Straus Elizabeth, Worley Matthew J, Lyons Robert, Kline Alexander C, Tripp Jessica C, Davis Brittany C, Haller Moira, Angkaw Abigail C, Trim Ryan S, Norman Sonya B
VA San Diego Healthcare System, 3350 Villa La Jolla Drive, San Diego, CA 92161, USA; University of California, San Diego, School of Medicine, 9500 Gilman Drive, La Jolla, CA 92037, USA.
James A. Haley Veteran's Hospital, 13000 Bruce B Downs Blvd, Tampa, FL 33612, USA; University of South Florida, 4202 E Fowler Ave, Tampa, FL 33620, USA.
J Anxiety Disord. 2022 Jan;85:102498. doi: 10.1016/j.janxdis.2021.102498. Epub 2021 Nov 14.
A substantial body of evidence supports the use of integrated treatments for posttraumatic stress disorder (PTSD) and alcohol use disorder (AUD). Integrated trauma-focused exposure therapies reduce PTSD symptoms more than comparison treatments, including integrated coping skills therapies, but demonstrate lower attendance, raising questions regarding the relationships between attendance, outcomes, and treatment type. We aimed to examine these relationships in a RCT comparing integrated prolonged exposure (Concurrent Treatment for PTSD and Substance Use Disorders Using Prolonged Exposure, COPE; n = 58), to integrated coping skills therapy (Seeking Safety, SS; n = 52) offered in 12 sessions, with an option to extend up to four additional sessions. Participants were categorized based on number of sessions attended (0-4; 5-8; 9-12; 13-16). Multilevel modeling revealed that only when examining therapy attendance segments individually, clinical outcomes were comparable across treatments except in the 9-12 group, with COPE resulting in greater reductions in PTSD symptoms (p < 0.001), but not in alcohol use. Extending past 12 sessions was not associated with additional clinically meaningful symptom improvement for either treatment. These results suggest that attending a complete or near complete course of exposure therapy may enhance PTSD outcomes relative to non-trauma-focused therapies.

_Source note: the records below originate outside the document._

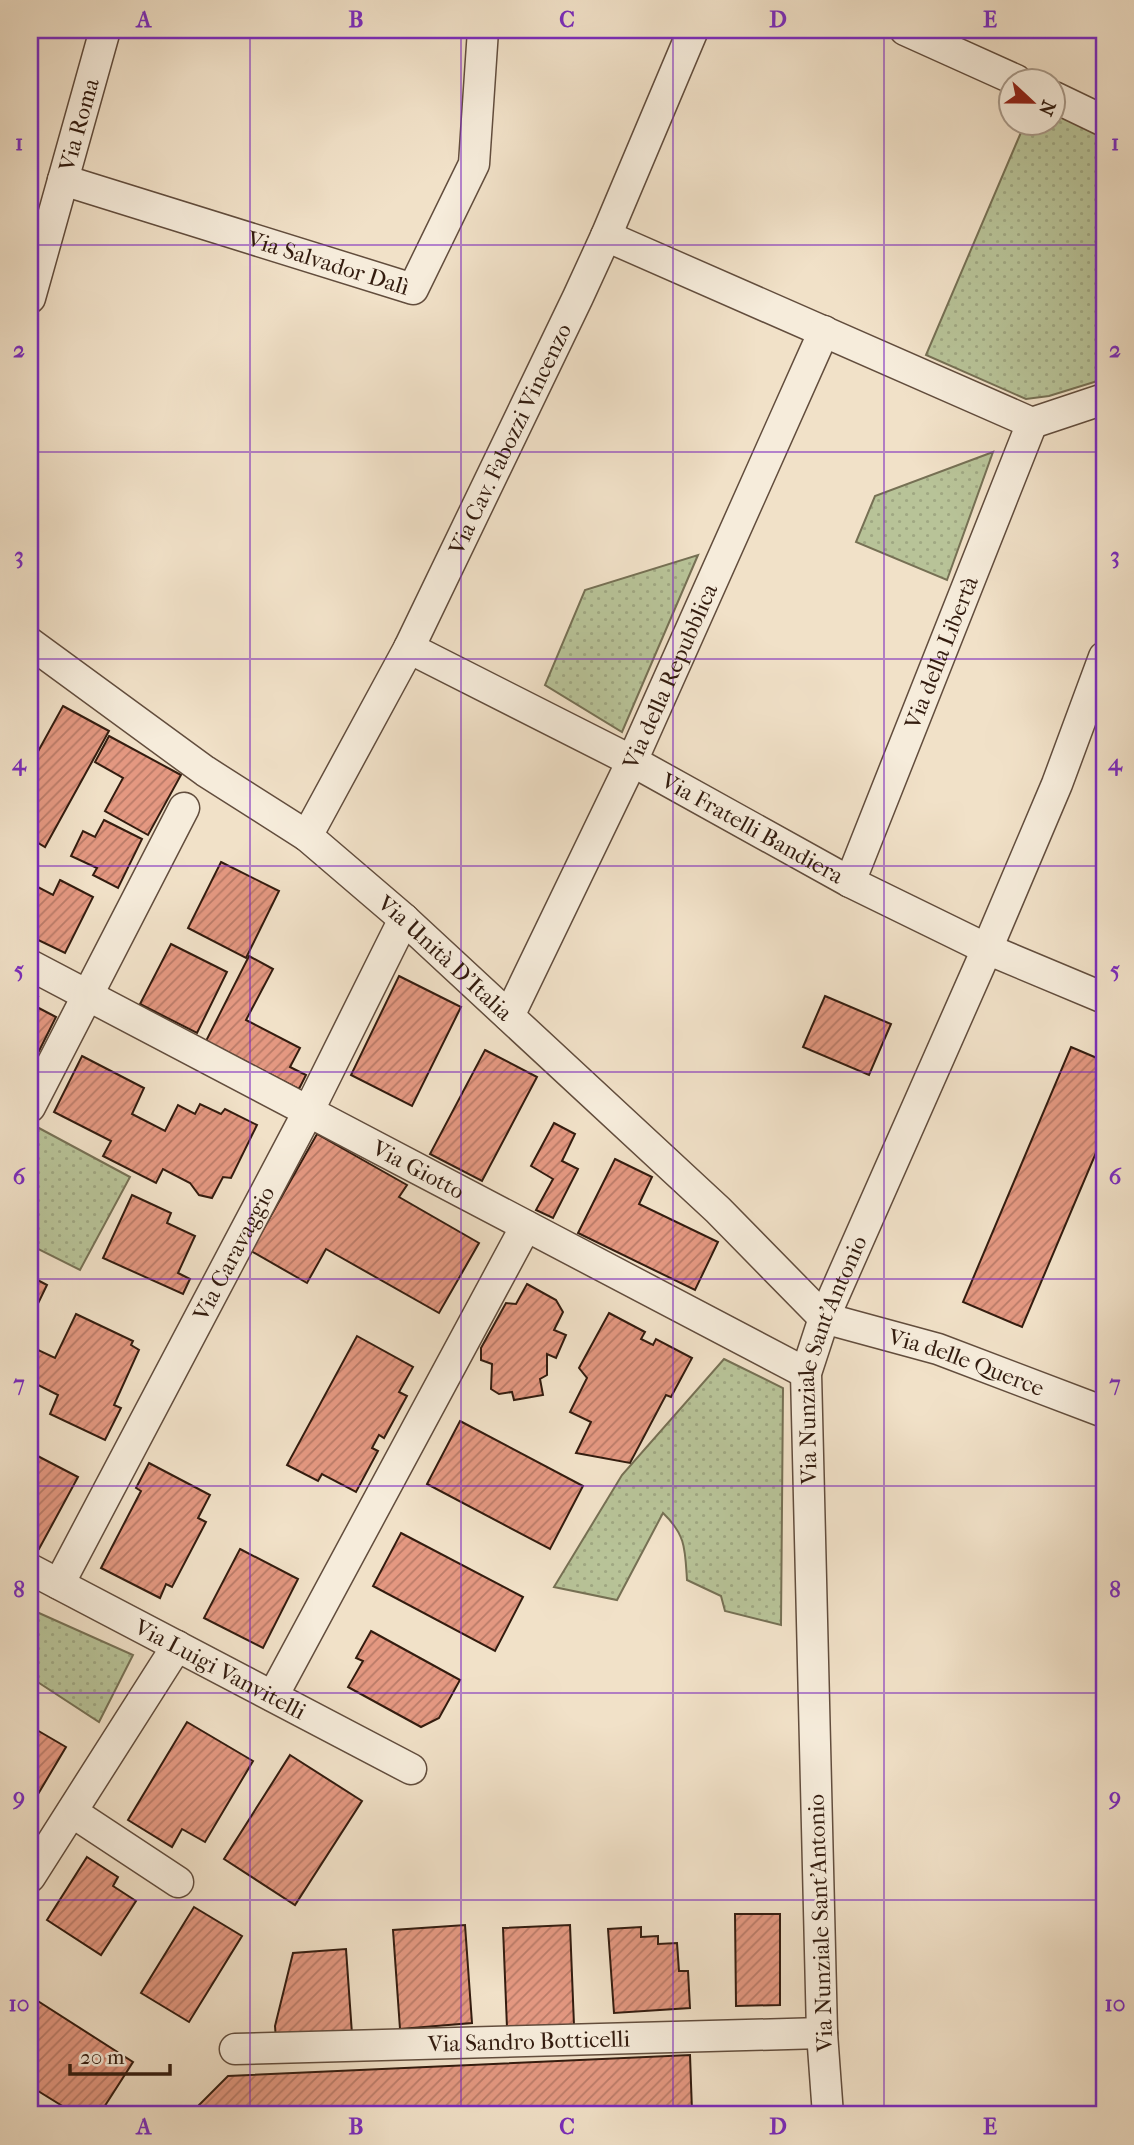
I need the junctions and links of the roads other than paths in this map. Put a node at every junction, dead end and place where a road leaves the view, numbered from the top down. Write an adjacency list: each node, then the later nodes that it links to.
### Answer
1 (105, 30): 8 (street, Via Roma)
2 (483, 30): 8 (street, Via Salvador Dalì)
3 (693, 30): 9 (street, Via Cav. Fabozzi Vincenzo)
4 (905, 30): 5 (street)
5 (998, 72)
6 (1068, 104): 7 (street)
7 (1104, 121)
8 (63, 180): 10 (street, Via Roma)
9 (606, 236): 11 (street); 15 (street, Via Cav. Fabozzi Vincenzo)
10 (30, 298)
11 (824, 331): 13 (street); 17 (street, Via della Repubblica)
12 (1104, 400): 13 (street)
13 (1032, 423): 20 (street, Via della Libertà)
14 (30, 643): 19 (street, Via Unità D'Italia)
15 (409, 648): 17 (street, Via Fratelli Bandiera); 19 (street, Via Cav. Fabozzi Vincenzo)
16 (1104, 657): 22 (street, Via Nunziale Sant'Antonio)
17 (632, 761): 20 (street, Via Fratelli Bandiera); 26 (street, Via della Repubblica)
18 (184, 808): 24 (street)
19 (307, 836): 21 (street, Via Unità D'Italia)
20 (850, 882): 22 (street, Via Fratelli Bandiera)
21 (404, 919): 26 (street, Via Unità D'Italia); 28 (street, Via Caravaggio)
22 (987, 949): 25 (street, Via Fratelli Bandiera); 30 (street, Via Nunziale Sant'Antonio)
23 (30, 965): 24 (street, Via Giotto)
24 (89, 996): 27 (street); 28 (street, Via Giotto)
25 (1104, 998)
26 (509, 1016): 30 (street, Via Unità D'Italia)
27 (30, 1107)
28 (308, 1112): 29 (street, Via Giotto); 34 (street, Via Caravaggio)
29 (526, 1226): 31 (street, Via Giotto); 36 (street)
30 (824, 1318): 31 (street, Via Nunziale Sant'Antonio); 32 (street, Via delle Querce)
31 (806, 1373): 41 (street, Via Nunziale Sant'Antonio)
32 (1104, 1412)
33 (30, 1569): 34 (street, Via Luigi Vanvitelli)
34 (58, 1584): 35 (street, Via Luigi Vanvitelli)
35 (177, 1646): 36 (street, Via Luigi Vanvitelli); 38 (street)
36 (273, 1696): 37 (street, Via Luigi Vanvitelli)
37 (411, 1769)
38 (72, 1811): 39 (street); 40 (street)
39 (30, 1877)
40 (178, 1882)
41 (822, 2033): 42 (street, Via Sandro Botticelli); 43 (street, Via Nunziale Sant'Antonio)
42 (235, 2049)
43 (828, 2115)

大量证据支持对创伤后应激障碍(PTSD)和酒精使用障碍(AUD)采用综合治疗。与包括综合应对技能疗法在内的对照治疗相比,综合创伤聚焦暴露疗法能更有效地减轻PTSD症状,但治疗出勤率较低,这引发了关于出勤率、治疗效果和治疗类型之间关系的疑问。我们旨在通过一项随机对照试验(RCT)来研究这些关系,该试验将综合延长暴露疗法(使用延长暴露疗法同时治疗PTSD和物质使用障碍,COPE;n = 58)与分12节提供且可选择额外延长4节的综合应对技能疗法(寻求安全,SS;n = 52)进行比较。参与者根据参加的节数进行分类(0 - 4节;5 - 8节;9 - 12节;13 - 16节)。多层次建模显示,只有在单独检查治疗出勤率分组时,除了9 - 12节组外,各治疗方法的临床疗效相当,COPE能更显著地减轻PTSD症状(p < 0.001),但对酒精使用情况的改善不明显。两种治疗方法超过12节后的延长治疗均未带来额外的具有临床意义的症状改善。这些结果表明,相对于非创伤聚焦疗法,参加完整或接近完整疗程的暴露疗法可能会改善PTSD的治疗效果。